What you should know about Robo-advisors

Content Producer · 6 September 2021

Original version published by Dominic Beattie.

In recent years, the financial technology industry (fintech) has given rise to automated advice services popularly known as ‘robo-advisors’. These robo-advisors are designed to do part of the job of a financial advisor but at a lower cost and, it is claimed, with more efficiency.

So, what do robo-advisors have to offer?

What is a Robo-advisor?

Robo-advice burst onto the scene a few years ago in the US but has since spread around the world. Robo-advisors are digital platforms built to provide automated financial planning services with little need for human supervision.

It is essentially a computer program comprising complex algorithms and mathematical models that aims to match a client’s risk profile with an asset allocation.

They generally work by asking customers to initially input information regarding their financial status such as their income, life stage, risk profile and how much they have to invest. The program then uses this information to allocate the client’s funds towards particular asset classes with the intention of achieving investment returns that align with their specific goals.

Understanding the role of Robo-advisors

In today’s market, most robo-advisors use indexing strategies, often are passive and adhere to some form of modern portfolio theory. The best robo-advisors offer simple account set up, thorough goal planning, portfolio management, security, personalised customer service, education pieces and low cost fees.

Is robo-advice right for me?

Robo-advisors are significantly lower cost than seeing a financial advisor, and it is a great alternative if you’re looking for advice in only one area (i.e. just advice on what to invest in). Robo-advisors are also much more accessible as they are available online 24/7 and take much less initial funds to get started. Most funds start at a minimum entry point of $10,000, compared to much higher initial client investable assets needed to see a financial adviser in person. If you value efficiency over relationship building, a robo-advisor is certainly worth considering.

For example, if you wanted to create a share portfolio or execute a trade with a robo-advisor, you can easily do so on most devices with the click of a few buttons. If you were to use a financial adviser, you would have to call or meet with them, explain your needs and why you’d like to make this decision, fill out the paperwork and wait until it is processed.

Pros and cons of robo-advice

Robo-advice offers a number of potential benefits to investors but there are a few reasons why they aren’t likely to completely take over human financial planners.

Pros of robo-advice

  • No human error: They take the human emotion and irrationality out of investing and focus on the pure fundamental numbers.
  • Tax efficiency: They may have automatically programmed in measures for tax efficiency.
  • Prompt decision-making: Robo-advice may provide timely reminders to clients when they reach investment milestones and need to make a decision.
  • Lower costs: Robo-advice may be cheaper than having an advisor.

Cons of robo-advice

  • Less options: Many won’t offer the full range of advice services that are typically provided by a financial planner. For example, estate planning, tax planning and a broader range of investment options may not be available depending on the provider you choose.
  • Lack of in-depth insight: Robo-advisors can’t foresee potential risks on the horizon (e.g. housing bubble, RBA rate changes) so you would benefit from doing your own research.
  • No personal touch: Robo-advice lacks a human understanding of personal circumstances and can’t really adapt as much to your life’s changes. By using robo-advice, you miss out on the development of a relationship of trust between advisor and client.

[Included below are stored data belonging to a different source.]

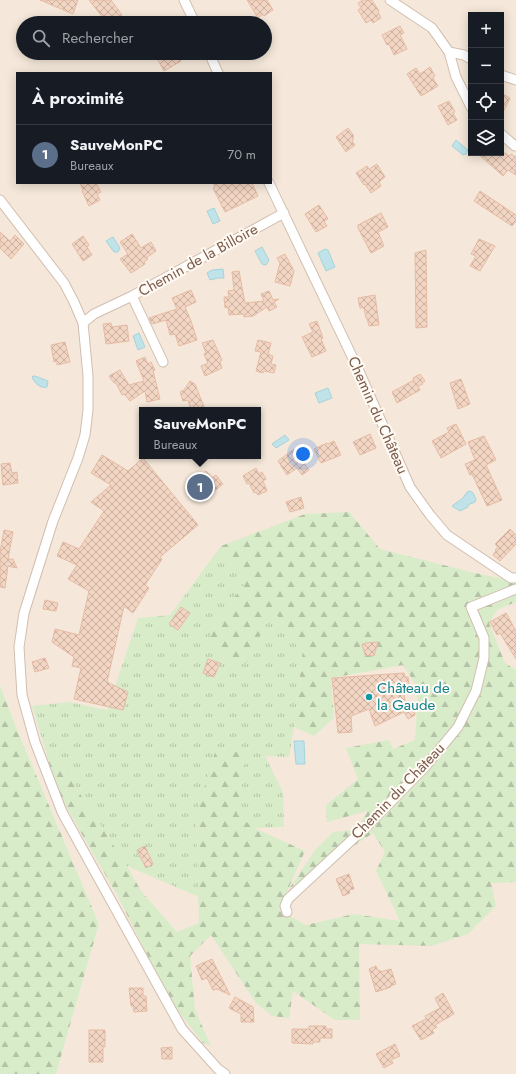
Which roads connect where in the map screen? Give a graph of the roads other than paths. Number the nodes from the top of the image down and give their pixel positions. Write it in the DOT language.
graph roads {
  1 [pos="184,0"];
  2 [pos="390,0"];
  3 [pos="192,16"];
  4 [pos="449,52"];
  5 [pos="468,57"];
  6 [pos="212,60"];
  7 [pos="218,72"];
  8 [pos="504,76"];
  9 [pos="516,80"];
  10 [pos="468,101"];
  11 [pos="504,137"];
  12 [pos="515,146"];
  13 [pos="269,184"];
  14 [pos="0,200"];
  15 [pos="284,214"];
  16 [pos="132,296"];
  17 [pos="83,323"];
  18 [pos="163,362"];
  19 [pos="516,578"];
  20 [pos="516,589"];
  21 [pos="287,912"];
  22 [pos="225,1074"];
  1 -- 3 [label="street"];
  2 -- 4 [label="street"];
  4 -- 5 [label="street"];
  4 -- 10 [label="street"];
  6 -- 7 [label="street"];
  8 -- 9 [label="street"];
  11 -- 12 [label="street"];
  13 -- 15 [label="street"];
  14 -- 17 [label="street"];
  15 -- 16 [label="street, Chemin de la Billoire"];
  15 -- 19 [label="street, Chemin du Château"];
  16 -- 17 [label="street, Chemin de la Billoire"];
  16 -- 18 [label="street"];
  17 -- 22 [label="street"];
  20 -- 21 [label="street, Chemin du Château"];
}
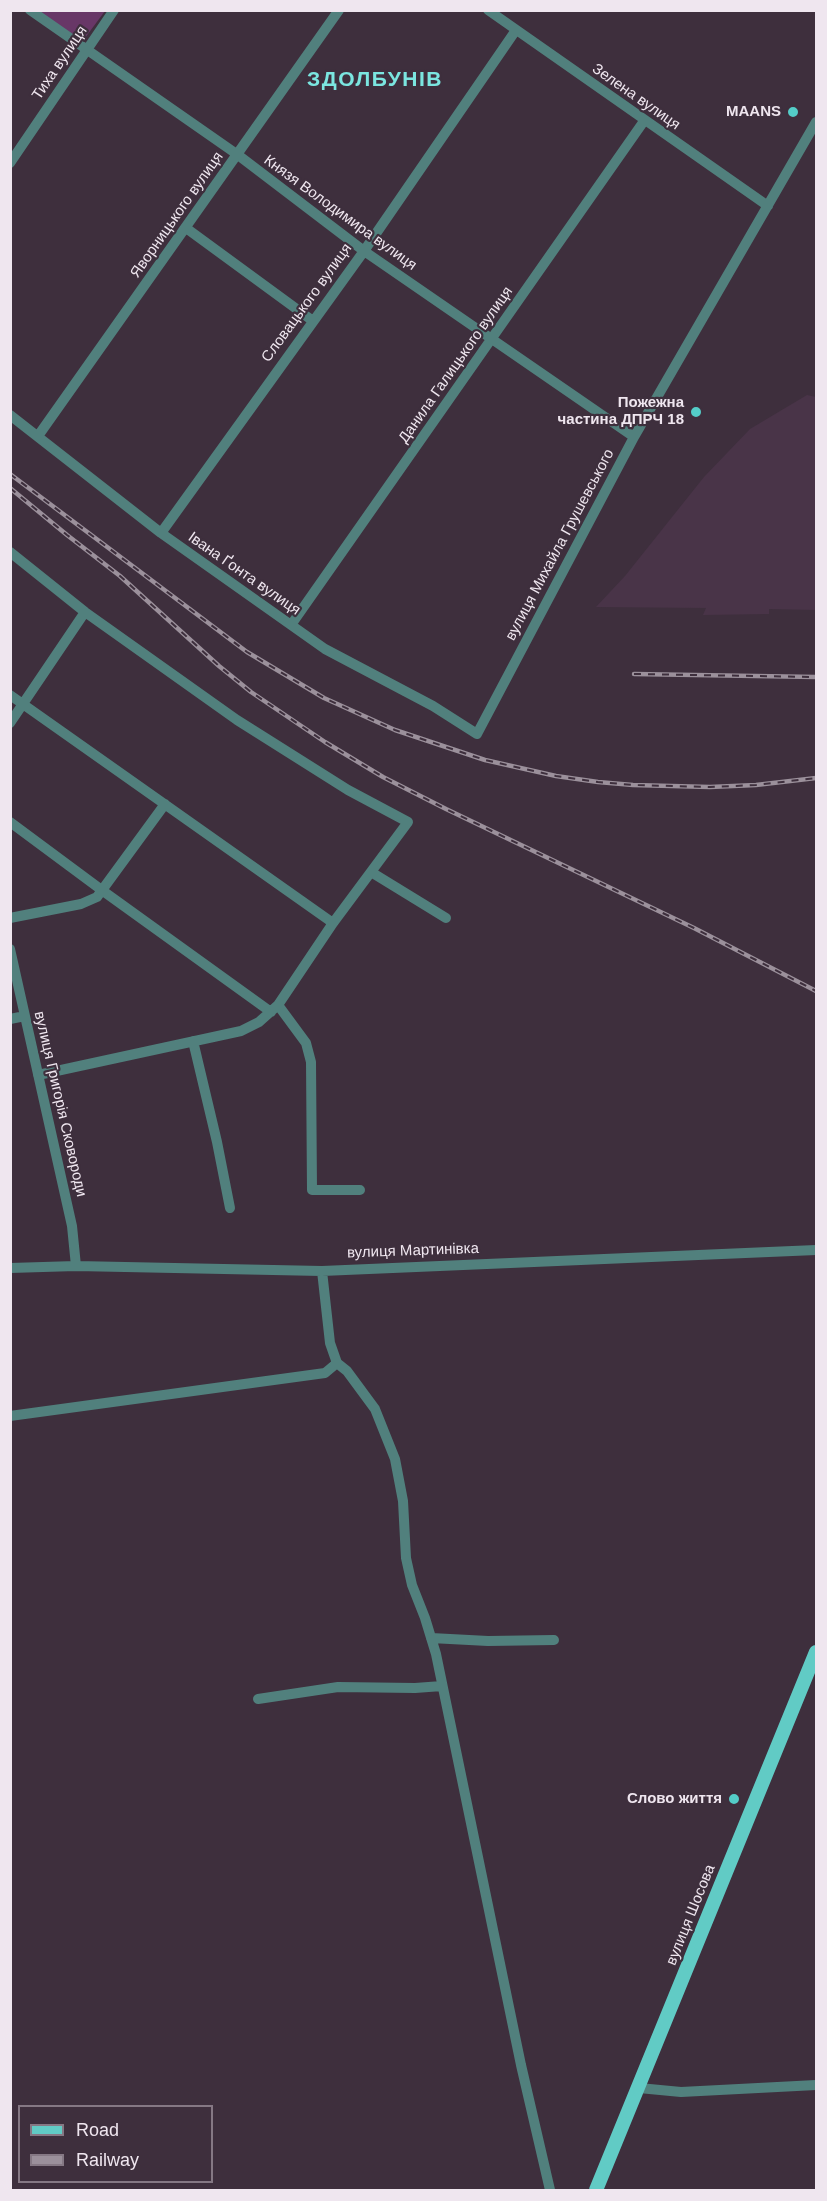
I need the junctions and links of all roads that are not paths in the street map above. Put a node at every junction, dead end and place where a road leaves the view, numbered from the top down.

How will robo-advice impact the financial services industry?

So, are robo-advisors a threat to everyday financial planners/advisors? Rather than being a threat, robo-advice might actually be a tool for professional advisors to work with, as suggested by US report Embracing Change as Opportunity. The report says:

“Embracing technology does not mean replacing human advisers. Combining the human touch of an experienced financial adviser with the logic, fee transparency, methodology and accessibility offered by robo-adviser platforms can be a powerful combination for an adviser’s practise model.” 

Deciding on which route to take, either personal advice or robo-advice, will depend on your needs and goals. However, no matter how sophisticated robo-advice becomes, remember that it will only ever be able to offer limited advice based on the data you input.